BEGIN
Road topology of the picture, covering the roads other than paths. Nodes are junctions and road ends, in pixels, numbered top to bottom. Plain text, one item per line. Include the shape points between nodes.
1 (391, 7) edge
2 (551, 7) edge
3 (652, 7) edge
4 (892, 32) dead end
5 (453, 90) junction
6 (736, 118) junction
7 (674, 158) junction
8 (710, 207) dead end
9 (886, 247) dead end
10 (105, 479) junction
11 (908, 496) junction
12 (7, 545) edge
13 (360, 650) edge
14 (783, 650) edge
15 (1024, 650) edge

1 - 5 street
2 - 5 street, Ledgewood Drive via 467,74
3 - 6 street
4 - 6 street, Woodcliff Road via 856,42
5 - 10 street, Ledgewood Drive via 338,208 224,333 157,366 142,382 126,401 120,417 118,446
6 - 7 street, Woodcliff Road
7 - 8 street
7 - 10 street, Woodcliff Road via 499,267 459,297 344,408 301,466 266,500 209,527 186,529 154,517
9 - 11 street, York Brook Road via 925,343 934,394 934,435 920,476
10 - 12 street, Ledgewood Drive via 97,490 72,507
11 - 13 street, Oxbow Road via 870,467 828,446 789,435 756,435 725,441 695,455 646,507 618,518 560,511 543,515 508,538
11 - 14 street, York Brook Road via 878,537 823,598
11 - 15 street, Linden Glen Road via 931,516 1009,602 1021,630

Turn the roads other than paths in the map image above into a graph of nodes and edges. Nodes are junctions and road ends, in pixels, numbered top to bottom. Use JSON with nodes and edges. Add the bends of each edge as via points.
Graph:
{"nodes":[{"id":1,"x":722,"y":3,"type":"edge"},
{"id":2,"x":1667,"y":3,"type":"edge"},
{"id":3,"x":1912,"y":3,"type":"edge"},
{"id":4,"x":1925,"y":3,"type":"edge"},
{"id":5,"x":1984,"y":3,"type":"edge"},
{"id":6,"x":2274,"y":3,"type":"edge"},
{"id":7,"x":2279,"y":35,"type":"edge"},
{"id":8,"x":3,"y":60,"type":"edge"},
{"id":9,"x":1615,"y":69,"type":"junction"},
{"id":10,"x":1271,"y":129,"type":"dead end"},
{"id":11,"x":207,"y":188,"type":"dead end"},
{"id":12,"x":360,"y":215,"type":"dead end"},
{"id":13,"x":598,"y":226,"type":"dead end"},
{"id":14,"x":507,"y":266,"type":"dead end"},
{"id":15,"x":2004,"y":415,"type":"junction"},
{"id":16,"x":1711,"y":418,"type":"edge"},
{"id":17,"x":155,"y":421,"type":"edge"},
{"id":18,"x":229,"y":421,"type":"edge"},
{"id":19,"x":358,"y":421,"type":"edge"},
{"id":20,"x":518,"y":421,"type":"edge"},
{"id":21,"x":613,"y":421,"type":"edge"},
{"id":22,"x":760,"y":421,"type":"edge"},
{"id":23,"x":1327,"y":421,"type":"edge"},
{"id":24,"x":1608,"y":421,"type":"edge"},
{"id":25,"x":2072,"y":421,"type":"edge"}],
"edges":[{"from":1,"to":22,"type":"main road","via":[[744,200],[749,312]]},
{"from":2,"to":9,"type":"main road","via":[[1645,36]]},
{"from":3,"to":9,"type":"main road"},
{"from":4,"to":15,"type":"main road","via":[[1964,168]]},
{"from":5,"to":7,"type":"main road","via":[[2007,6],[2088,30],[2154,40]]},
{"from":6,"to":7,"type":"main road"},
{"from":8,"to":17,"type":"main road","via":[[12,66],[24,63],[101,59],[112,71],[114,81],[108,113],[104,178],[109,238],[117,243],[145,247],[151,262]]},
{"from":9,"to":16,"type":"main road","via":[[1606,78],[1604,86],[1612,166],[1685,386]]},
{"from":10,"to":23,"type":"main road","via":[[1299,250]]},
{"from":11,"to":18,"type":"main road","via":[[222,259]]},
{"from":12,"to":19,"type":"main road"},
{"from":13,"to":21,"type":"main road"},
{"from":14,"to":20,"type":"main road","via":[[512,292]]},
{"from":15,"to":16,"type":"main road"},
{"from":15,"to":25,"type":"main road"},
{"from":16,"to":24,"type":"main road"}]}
END
→ **Aim of the task**: Write out all of the records above exactly as they appear.

→ **Solution for this problem**:
Road topology of the picture, covering the roads other than paths. Nodes are junctions and road ends, in pixels, numbered top to bottom. Plain text, one item per line. Include the shape points between nodes.
1 (391, 7) edge
2 (551, 7) edge
3 (652, 7) edge
4 (892, 32) dead end
5 (453, 90) junction
6 (736, 118) junction
7 (674, 158) junction
8 (710, 207) dead end
9 (886, 247) dead end
10 (105, 479) junction
11 (908, 496) junction
12 (7, 545) edge
13 (360, 650) edge
14 (783, 650) edge
15 (1024, 650) edge

1 - 5 street
2 - 5 street, Ledgewood Drive via 467,74
3 - 6 street
4 - 6 street, Woodcliff Road via 856,42
5 - 10 street, Ledgewood Drive via 338,208 224,333 157,366 142,382 126,401 120,417 118,446
6 - 7 street, Woodcliff Road
7 - 8 street
7 - 10 street, Woodcliff Road via 499,267 459,297 344,408 301,466 266,500 209,527 186,529 154,517
9 - 11 street, York Brook Road via 925,343 934,394 934,435 920,476
10 - 12 street, Ledgewood Drive via 97,490 72,507
11 - 13 street, Oxbow Road via 870,467 828,446 789,435 756,435 725,441 695,455 646,507 618,518 560,511 543,515 508,538
11 - 14 street, York Brook Road via 878,537 823,598
11 - 15 street, Linden Glen Road via 931,516 1009,602 1021,630

Turn the roads other than paths in the map image above into a graph of nodes and edges. Nodes are junctions and road ends, in pixels, numbered top to bottom. Use JSON with nodes and edges. Add the bends of each edge as via points.
Graph:
{"nodes":[{"id":1,"x":722,"y":3,"type":"edge"},
{"id":2,"x":1667,"y":3,"type":"edge"},
{"id":3,"x":1912,"y":3,"type":"edge"},
{"id":4,"x":1925,"y":3,"type":"edge"},
{"id":5,"x":1984,"y":3,"type":"edge"},
{"id":6,"x":2274,"y":3,"type":"edge"},
{"id":7,"x":2279,"y":35,"type":"edge"},
{"id":8,"x":3,"y":60,"type":"edge"},
{"id":9,"x":1615,"y":69,"type":"junction"},
{"id":10,"x":1271,"y":129,"type":"dead end"},
{"id":11,"x":207,"y":188,"type":"dead end"},
{"id":12,"x":360,"y":215,"type":"dead end"},
{"id":13,"x":598,"y":226,"type":"dead end"},
{"id":14,"x":507,"y":266,"type":"dead end"},
{"id":15,"x":2004,"y":415,"type":"junction"},
{"id":16,"x":1711,"y":418,"type":"edge"},
{"id":17,"x":155,"y":421,"type":"edge"},
{"id":18,"x":229,"y":421,"type":"edge"},
{"id":19,"x":358,"y":421,"type":"edge"},
{"id":20,"x":518,"y":421,"type":"edge"},
{"id":21,"x":613,"y":421,"type":"edge"},
{"id":22,"x":760,"y":421,"type":"edge"},
{"id":23,"x":1327,"y":421,"type":"edge"},
{"id":24,"x":1608,"y":421,"type":"edge"},
{"id":25,"x":2072,"y":421,"type":"edge"}],
"edges":[{"from":1,"to":22,"type":"main road","via":[[744,200],[749,312]]},
{"from":2,"to":9,"type":"main road","via":[[1645,36]]},
{"from":3,"to":9,"type":"main road"},
{"from":4,"to":15,"type":"main road","via":[[1964,168]]},
{"from":5,"to":7,"type":"main road","via":[[2007,6],[2088,30],[2154,40]]},
{"from":6,"to":7,"type":"main road"},
{"from":8,"to":17,"type":"main road","via":[[12,66],[24,63],[101,59],[112,71],[114,81],[108,113],[104,178],[109,238],[117,243],[145,247],[151,262]]},
{"from":9,"to":16,"type":"main road","via":[[1606,78],[1604,86],[1612,166],[1685,386]]},
{"from":10,"to":23,"type":"main road","via":[[1299,250]]},
{"from":11,"to":18,"type":"main road","via":[[222,259]]},
{"from":12,"to":19,"type":"main road"},
{"from":13,"to":21,"type":"main road"},
{"from":14,"to":20,"type":"main road","via":[[512,292]]},
{"from":15,"to":16,"type":"main road"},
{"from":15,"to":25,"type":"main road"},
{"from":16,"to":24,"type":"main road"}]}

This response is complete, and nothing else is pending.